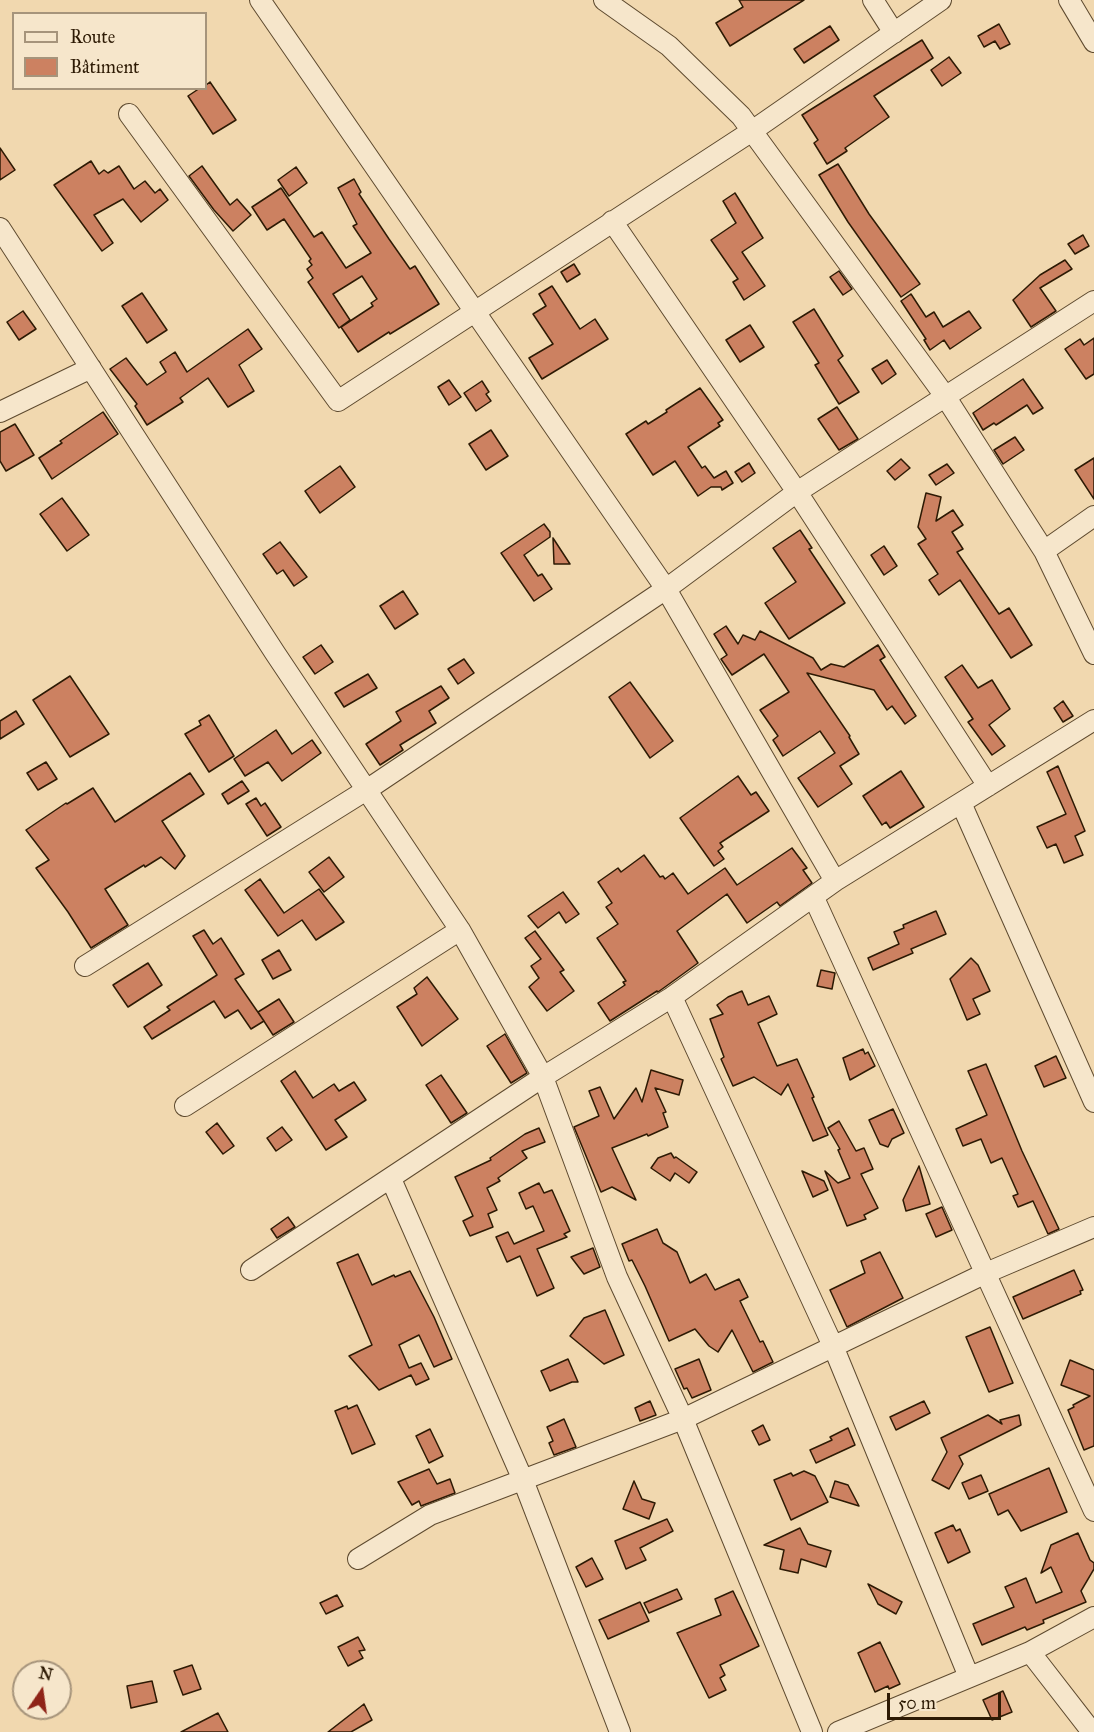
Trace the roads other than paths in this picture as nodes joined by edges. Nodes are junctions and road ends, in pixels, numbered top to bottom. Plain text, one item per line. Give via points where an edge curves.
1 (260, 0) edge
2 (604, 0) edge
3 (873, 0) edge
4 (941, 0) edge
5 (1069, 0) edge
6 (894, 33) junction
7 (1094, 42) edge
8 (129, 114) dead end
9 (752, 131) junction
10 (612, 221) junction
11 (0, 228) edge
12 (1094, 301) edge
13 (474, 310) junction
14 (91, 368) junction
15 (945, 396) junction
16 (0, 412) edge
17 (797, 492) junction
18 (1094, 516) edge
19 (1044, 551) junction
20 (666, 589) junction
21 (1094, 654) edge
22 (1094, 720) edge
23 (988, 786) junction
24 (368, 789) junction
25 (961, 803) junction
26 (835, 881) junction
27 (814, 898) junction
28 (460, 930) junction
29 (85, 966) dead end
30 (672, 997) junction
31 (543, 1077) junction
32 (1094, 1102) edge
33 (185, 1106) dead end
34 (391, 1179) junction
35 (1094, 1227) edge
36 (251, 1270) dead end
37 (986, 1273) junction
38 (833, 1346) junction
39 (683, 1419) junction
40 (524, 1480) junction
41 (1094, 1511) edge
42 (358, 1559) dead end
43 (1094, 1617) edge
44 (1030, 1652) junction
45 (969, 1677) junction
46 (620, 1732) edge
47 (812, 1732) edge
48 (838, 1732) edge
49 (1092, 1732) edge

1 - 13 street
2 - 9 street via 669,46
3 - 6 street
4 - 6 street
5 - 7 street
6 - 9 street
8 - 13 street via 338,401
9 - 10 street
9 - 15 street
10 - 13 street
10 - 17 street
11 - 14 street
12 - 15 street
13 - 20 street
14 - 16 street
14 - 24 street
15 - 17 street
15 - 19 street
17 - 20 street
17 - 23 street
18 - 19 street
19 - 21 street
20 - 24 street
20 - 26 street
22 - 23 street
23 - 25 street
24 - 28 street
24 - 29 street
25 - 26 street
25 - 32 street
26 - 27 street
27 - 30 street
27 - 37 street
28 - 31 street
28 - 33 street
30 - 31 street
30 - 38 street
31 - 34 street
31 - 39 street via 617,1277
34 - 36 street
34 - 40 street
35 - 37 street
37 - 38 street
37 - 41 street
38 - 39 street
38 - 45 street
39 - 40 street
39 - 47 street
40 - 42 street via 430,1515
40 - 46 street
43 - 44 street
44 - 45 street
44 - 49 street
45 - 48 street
○ ○ ○ ○ ○
Activity ▸
Although the records contain pictures, print only the rest, exactly as written.

Exercise result ▸
Trace the roads other than paths in this picture as nodes joined by edges. Nodes are junctions and road ends, in pixels, numbered top to bottom. Plain text, one item per line. Give via points where an edge curves.
1 (260, 0) edge
2 (604, 0) edge
3 (873, 0) edge
4 (941, 0) edge
5 (1069, 0) edge
6 (894, 33) junction
7 (1094, 42) edge
8 (129, 114) dead end
9 (752, 131) junction
10 (612, 221) junction
11 (0, 228) edge
12 (1094, 301) edge
13 (474, 310) junction
14 (91, 368) junction
15 (945, 396) junction
16 (0, 412) edge
17 (797, 492) junction
18 (1094, 516) edge
19 (1044, 551) junction
20 (666, 589) junction
21 (1094, 654) edge
22 (1094, 720) edge
23 (988, 786) junction
24 (368, 789) junction
25 (961, 803) junction
26 (835, 881) junction
27 (814, 898) junction
28 (460, 930) junction
29 (85, 966) dead end
30 (672, 997) junction
31 (543, 1077) junction
32 (1094, 1102) edge
33 (185, 1106) dead end
34 (391, 1179) junction
35 (1094, 1227) edge
36 (251, 1270) dead end
37 (986, 1273) junction
38 (833, 1346) junction
39 (683, 1419) junction
40 (524, 1480) junction
41 (1094, 1511) edge
42 (358, 1559) dead end
43 (1094, 1617) edge
44 (1030, 1652) junction
45 (969, 1677) junction
46 (620, 1732) edge
47 (812, 1732) edge
48 (838, 1732) edge
49 (1092, 1732) edge

1 - 13 street
2 - 9 street via 669,46
3 - 6 street
4 - 6 street
5 - 7 street
6 - 9 street
8 - 13 street via 338,401
9 - 10 street
9 - 15 street
10 - 13 street
10 - 17 street
11 - 14 street
12 - 15 street
13 - 20 street
14 - 16 street
14 - 24 street
15 - 17 street
15 - 19 street
17 - 20 street
17 - 23 street
18 - 19 street
19 - 21 street
20 - 24 street
20 - 26 street
22 - 23 street
23 - 25 street
24 - 28 street
24 - 29 street
25 - 26 street
25 - 32 street
26 - 27 street
27 - 30 street
27 - 37 street
28 - 31 street
28 - 33 street
30 - 31 street
30 - 38 street
31 - 34 street
31 - 39 street via 617,1277
34 - 36 street
34 - 40 street
35 - 37 street
37 - 38 street
37 - 41 street
38 - 39 street
38 - 45 street
39 - 40 street
39 - 47 street
40 - 42 street via 430,1515
40 - 46 street
43 - 44 street
44 - 45 street
44 - 49 street
45 - 48 street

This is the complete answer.